[PROVIDED ENTRIES]

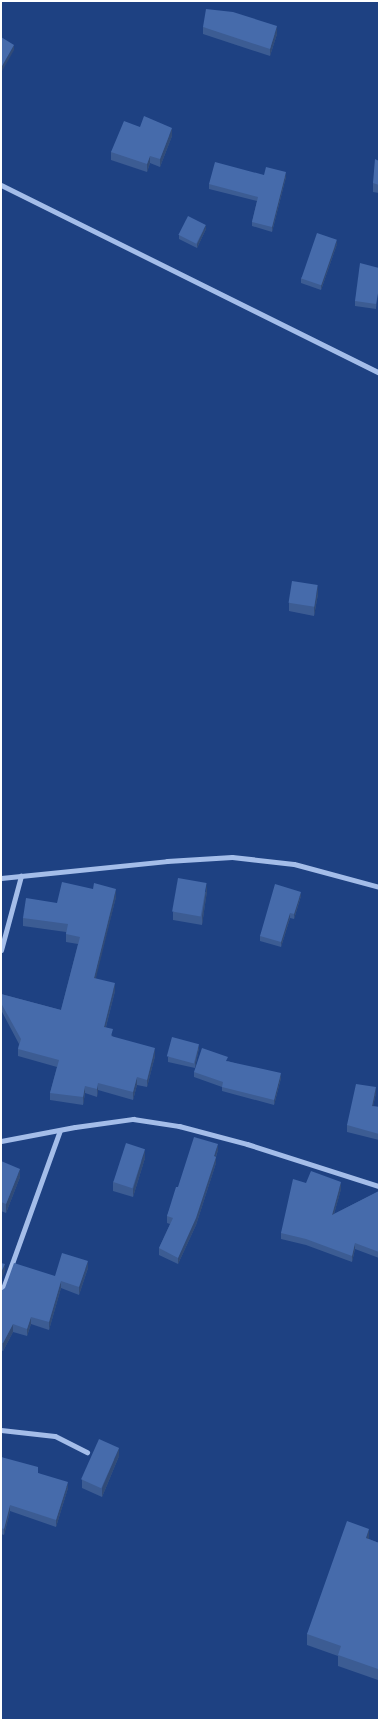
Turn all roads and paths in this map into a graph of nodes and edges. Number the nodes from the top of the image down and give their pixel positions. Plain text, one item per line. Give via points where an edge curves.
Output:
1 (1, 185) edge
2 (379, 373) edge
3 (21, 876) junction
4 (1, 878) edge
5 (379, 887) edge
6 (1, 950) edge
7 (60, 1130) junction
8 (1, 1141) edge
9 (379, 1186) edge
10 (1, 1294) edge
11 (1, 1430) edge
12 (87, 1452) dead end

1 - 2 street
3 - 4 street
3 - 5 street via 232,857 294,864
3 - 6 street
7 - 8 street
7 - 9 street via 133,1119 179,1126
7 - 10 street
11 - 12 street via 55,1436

[/PROVIDED ENTRIES]

* ABOUT THIS TASK *
Copy each line of the records above without change, but do not include any picture.

* SOLUTION TO THE EXERCISE *
Turn all roads and paths in this map into a graph of nodes and edges. Number the nodes from the top of the image down and give their pixel positions. Plain text, one item per line. Give via points where an edge curves.
Output:
1 (1, 185) edge
2 (379, 373) edge
3 (21, 876) junction
4 (1, 878) edge
5 (379, 887) edge
6 (1, 950) edge
7 (60, 1130) junction
8 (1, 1141) edge
9 (379, 1186) edge
10 (1, 1294) edge
11 (1, 1430) edge
12 (87, 1452) dead end

1 - 2 street
3 - 4 street
3 - 5 street via 232,857 294,864
3 - 6 street
7 - 8 street
7 - 9 street via 133,1119 179,1126
7 - 10 street
11 - 12 street via 55,1436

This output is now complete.